- **TASK OBJECTIVE**
Scan the lines below for the string "image" and report how many lines contain it, giving only the number.

- **SOURCE RECORDS**

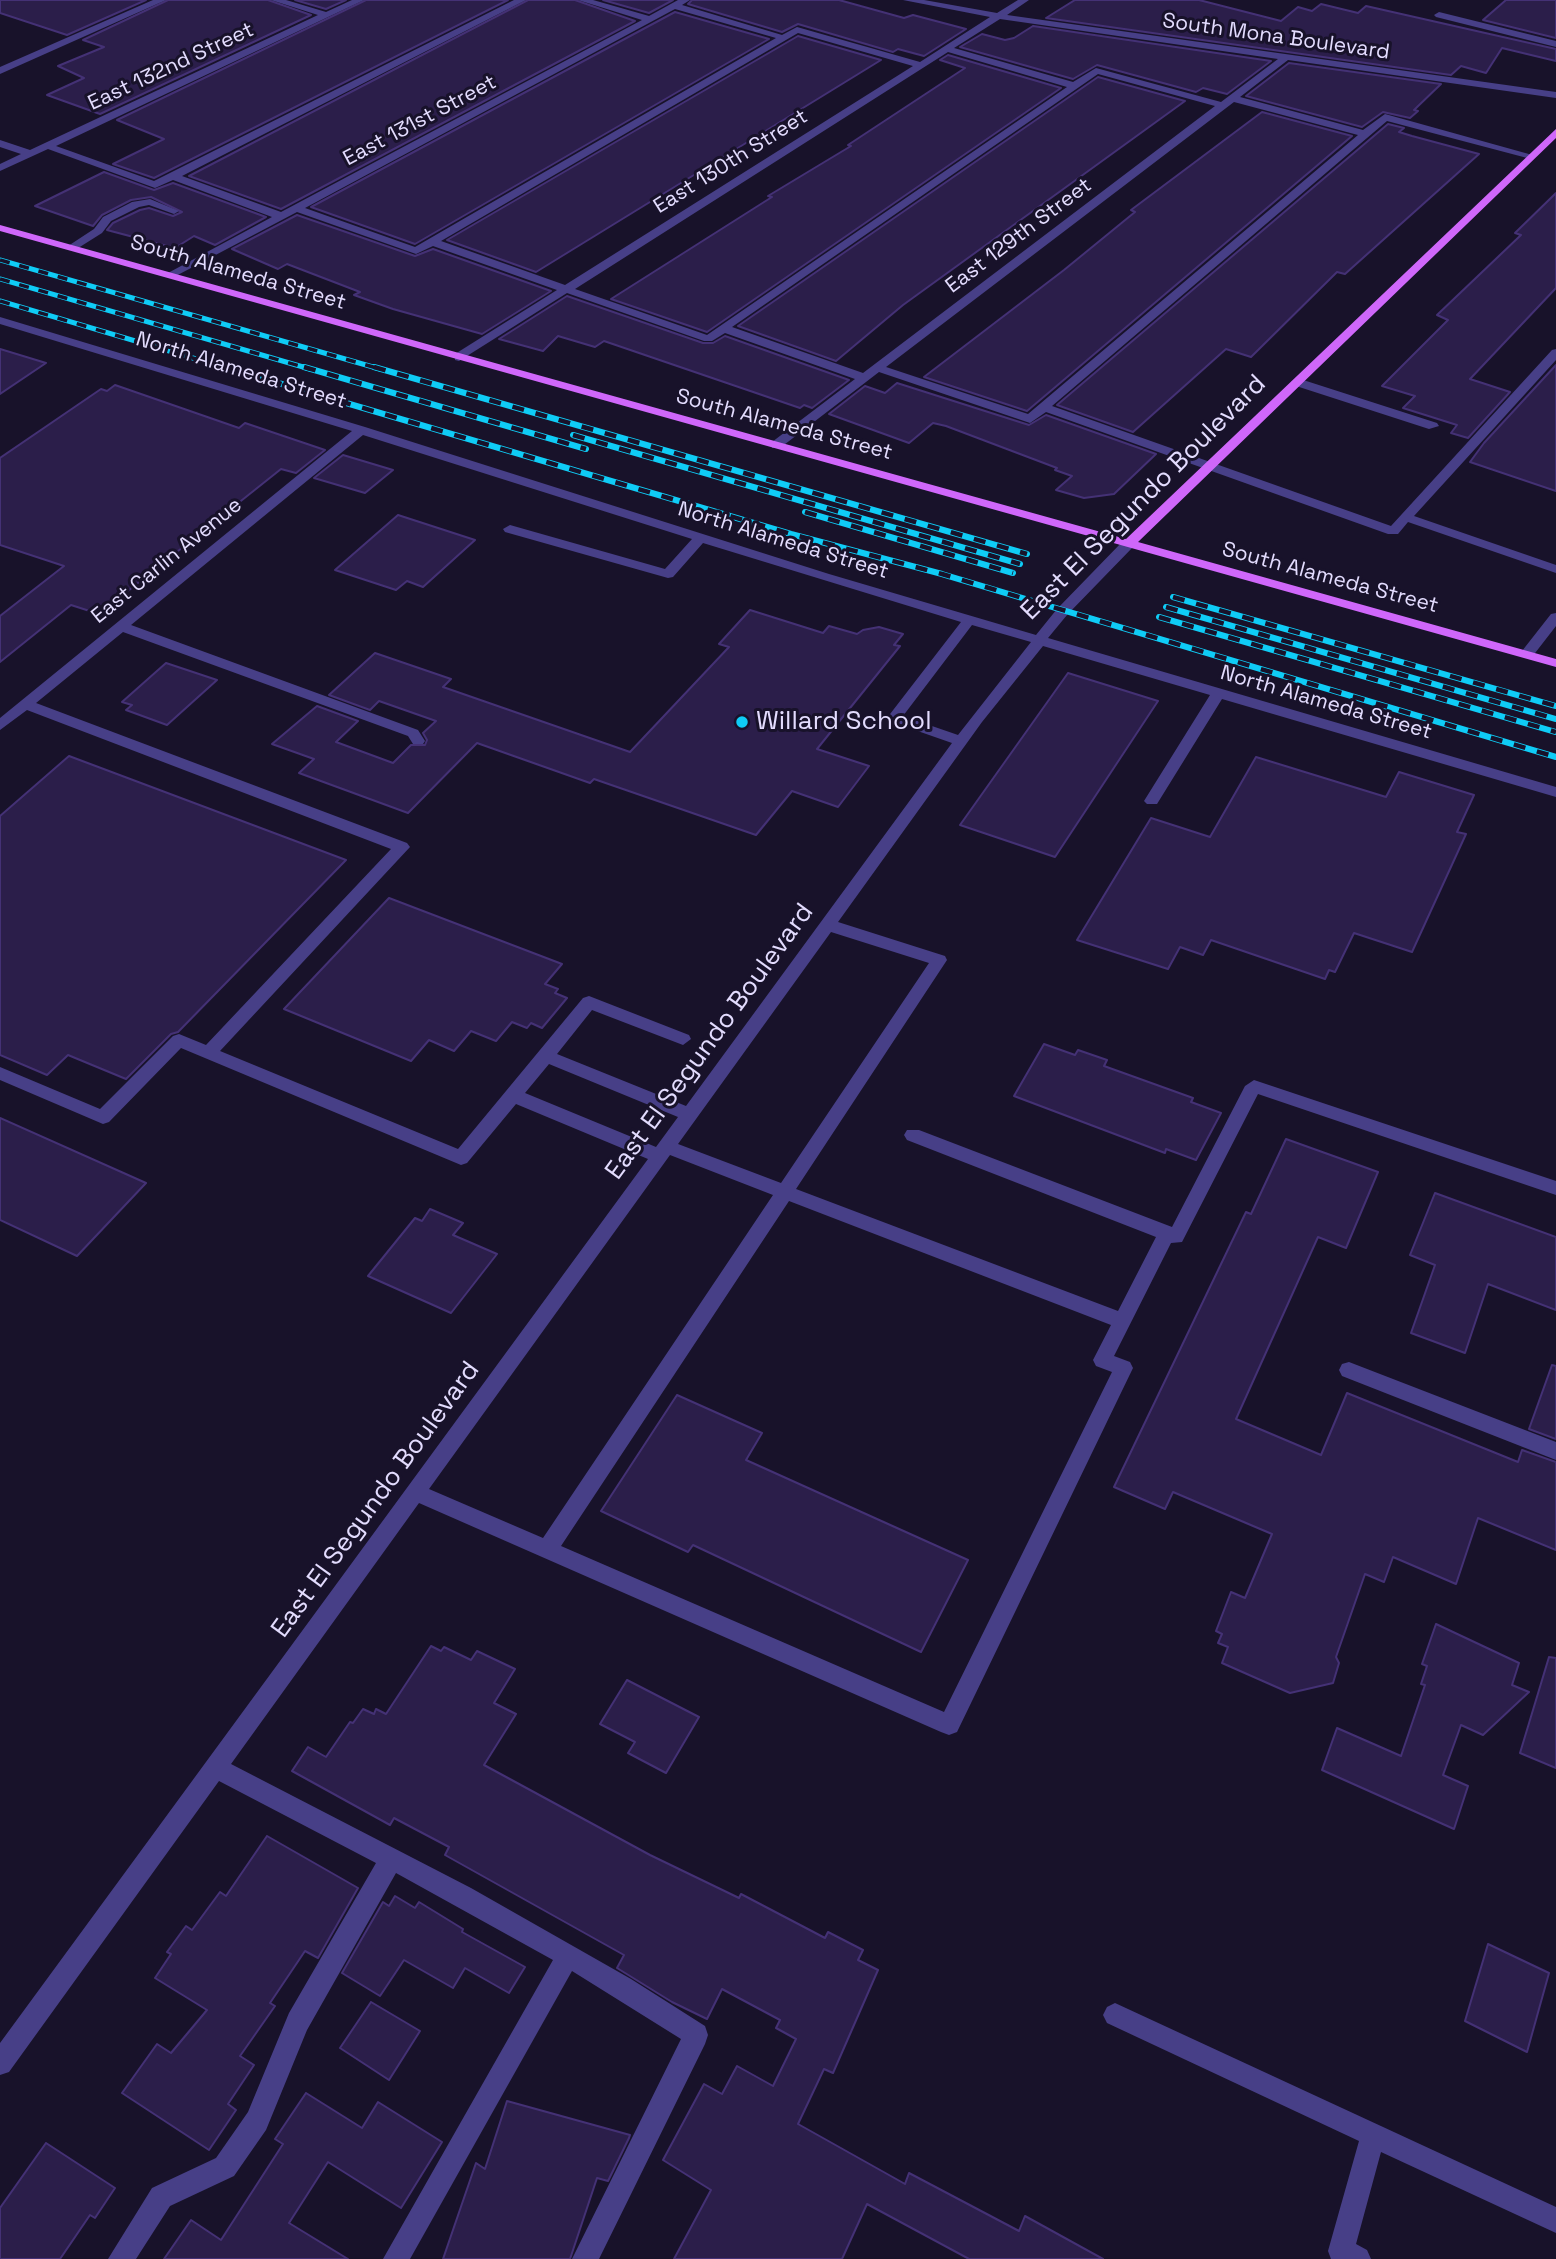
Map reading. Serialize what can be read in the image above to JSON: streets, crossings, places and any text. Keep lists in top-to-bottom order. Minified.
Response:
{"streets":{"main road":["South Alameda Street","East El Segundo Boulevard"],"street":["South Mona Boulevard","East 132nd Street","East 131st Street","East 130th Street","East 129th Street","North Alameda Street","East Carlin Avenue"]},"crossings":[["South Mona Boulevard","East 130th Street"],["South Mona Boulevard","East 129th Street"],["East 131st Street","South Alameda Street"],["East 130th Street","South Alameda Street"],["East 129th Street","South Alameda Street"],["South Alameda Street","East El Segundo Boulevard"],["North Alameda Street","East El Segundo Boulevard"],["North Alameda Street","East Carlin Avenue"]],"places":["Willard School"]}
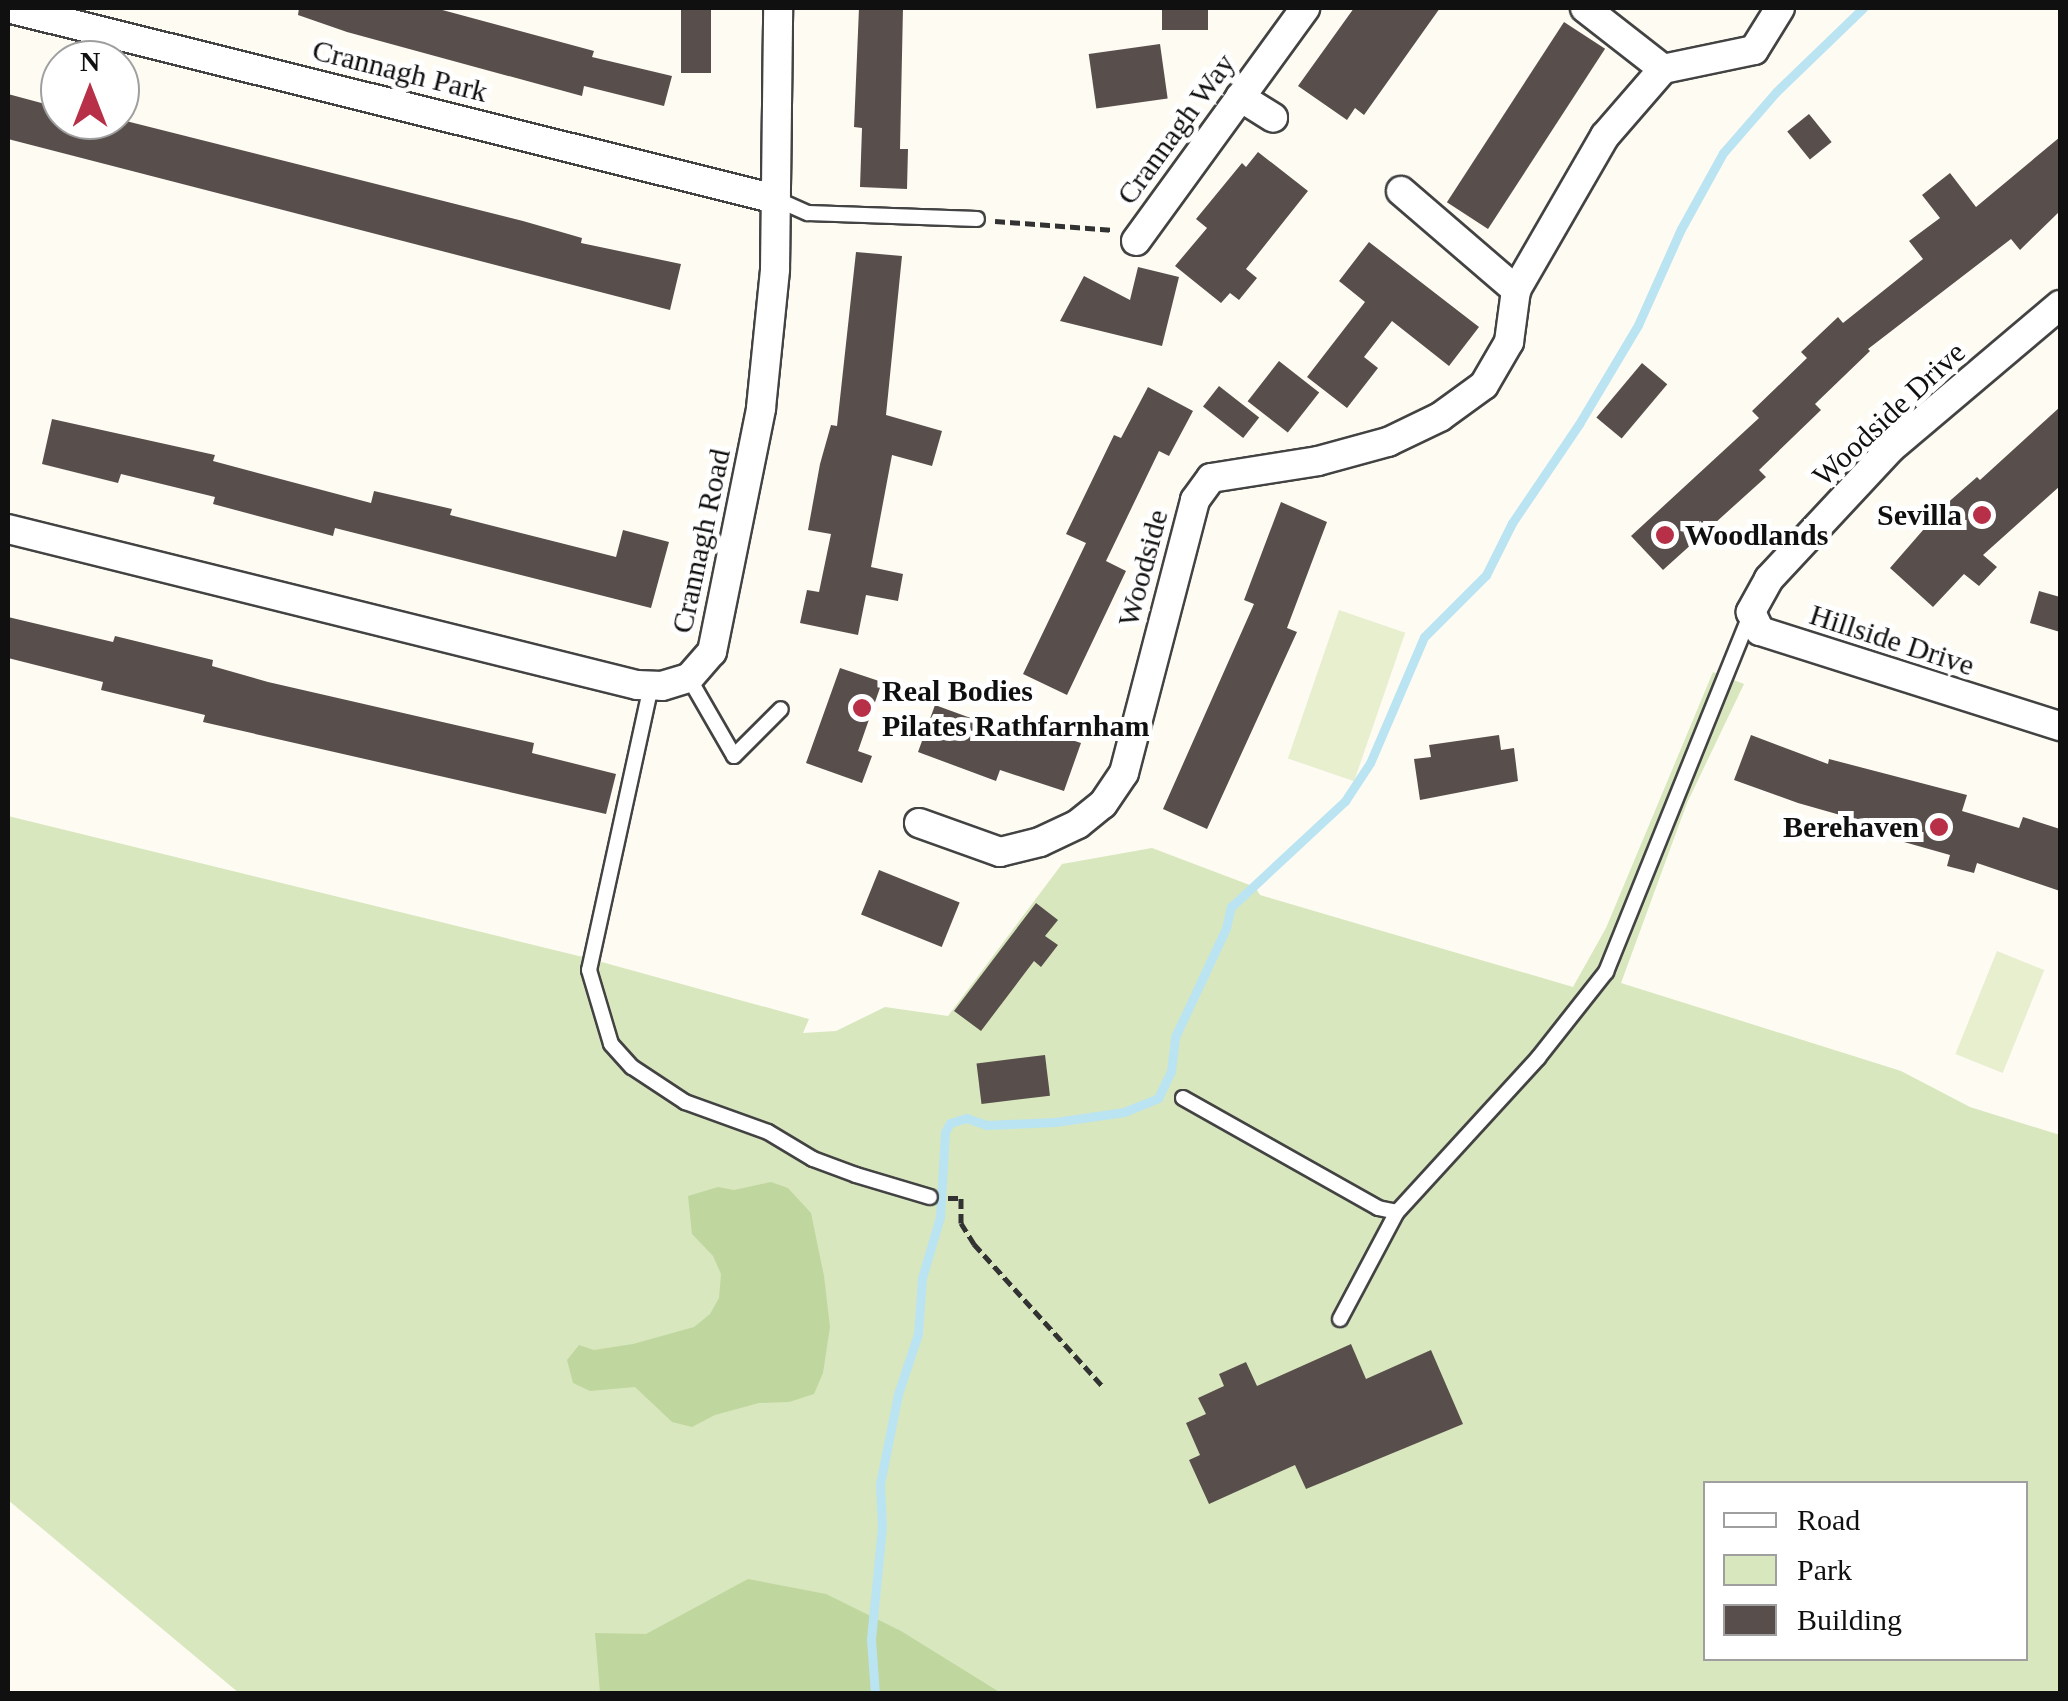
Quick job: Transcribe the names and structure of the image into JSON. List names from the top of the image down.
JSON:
{
  "streets": {
    "street": [
      "Crannagh Park",
      "Crannagh Way",
      "Woodside Drive",
      "Crannagh Road",
      "Woodside",
      "Hillside Drive"
    ]
  },
  "crossings": [
    ["Crannagh Park", "Crannagh Road"],
    ["Woodside Drive", "Hillside Drive"]
  ],
  "places": [
    "Sevilla",
    "Woodlands",
    "Real Bodies Pilates Rathfarnham",
    "Berehaven"
  ],
  "legend": ["Road", "Park", "Building"],
  "north": "top"
}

- **RESPONSE FOR THIS EXERCISE**
2